> **WHAT YOU WILL DO**:
Say how many lines below hold the word "HAAK"; give the number by itself.

== DATA EXCERPTS

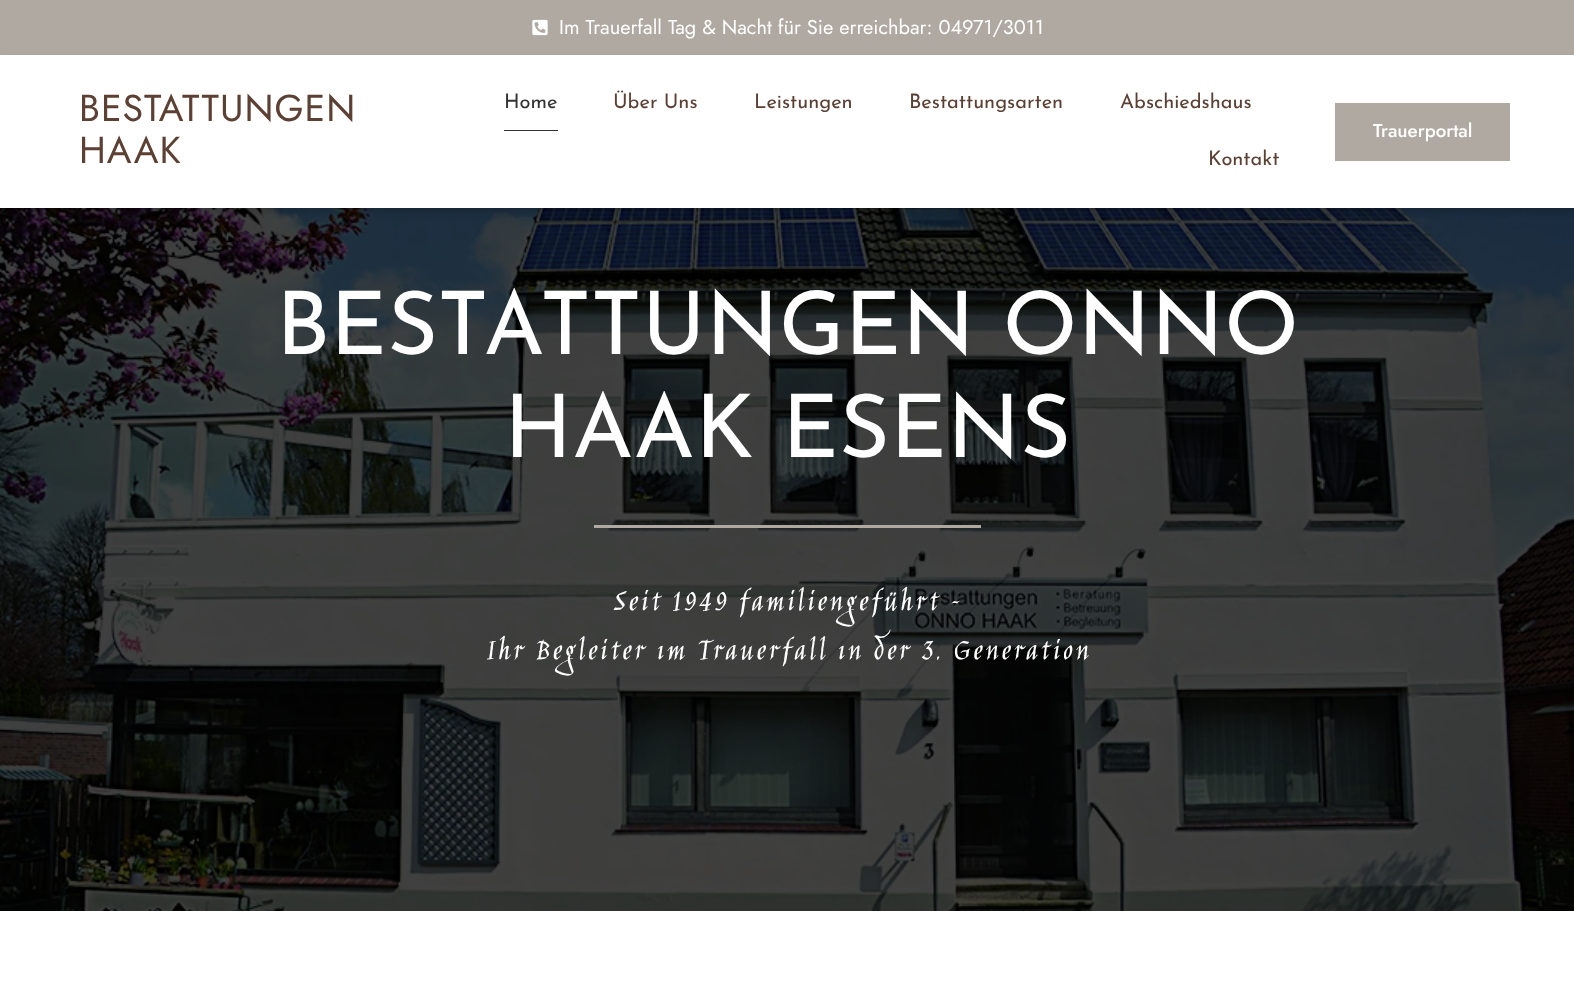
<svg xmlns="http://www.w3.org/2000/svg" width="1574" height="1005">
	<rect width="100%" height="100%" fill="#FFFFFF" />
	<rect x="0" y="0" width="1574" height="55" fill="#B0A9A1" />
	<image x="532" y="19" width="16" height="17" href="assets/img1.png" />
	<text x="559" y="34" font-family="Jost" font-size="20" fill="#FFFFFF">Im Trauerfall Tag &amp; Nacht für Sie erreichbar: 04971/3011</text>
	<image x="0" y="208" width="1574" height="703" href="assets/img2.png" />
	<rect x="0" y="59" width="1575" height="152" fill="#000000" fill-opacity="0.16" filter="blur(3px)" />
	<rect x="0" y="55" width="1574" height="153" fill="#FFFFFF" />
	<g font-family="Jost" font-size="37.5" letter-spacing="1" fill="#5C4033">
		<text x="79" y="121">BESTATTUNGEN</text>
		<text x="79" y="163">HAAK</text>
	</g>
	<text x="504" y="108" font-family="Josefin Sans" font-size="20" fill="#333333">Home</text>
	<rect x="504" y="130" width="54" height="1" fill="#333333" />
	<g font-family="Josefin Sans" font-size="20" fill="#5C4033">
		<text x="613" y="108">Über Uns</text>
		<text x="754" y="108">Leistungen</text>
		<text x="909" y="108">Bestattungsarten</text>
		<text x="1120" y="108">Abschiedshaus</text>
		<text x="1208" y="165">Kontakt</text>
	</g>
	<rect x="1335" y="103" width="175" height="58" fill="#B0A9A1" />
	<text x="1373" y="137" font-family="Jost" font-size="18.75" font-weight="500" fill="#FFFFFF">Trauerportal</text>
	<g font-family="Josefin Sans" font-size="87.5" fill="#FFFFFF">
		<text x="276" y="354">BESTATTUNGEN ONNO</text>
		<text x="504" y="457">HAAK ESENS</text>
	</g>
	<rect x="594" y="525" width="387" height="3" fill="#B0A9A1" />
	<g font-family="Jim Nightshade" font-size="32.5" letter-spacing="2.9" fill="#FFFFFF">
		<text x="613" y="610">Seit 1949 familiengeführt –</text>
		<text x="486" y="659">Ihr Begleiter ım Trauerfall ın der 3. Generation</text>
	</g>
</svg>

====

> **ANSWER SPACE**:
2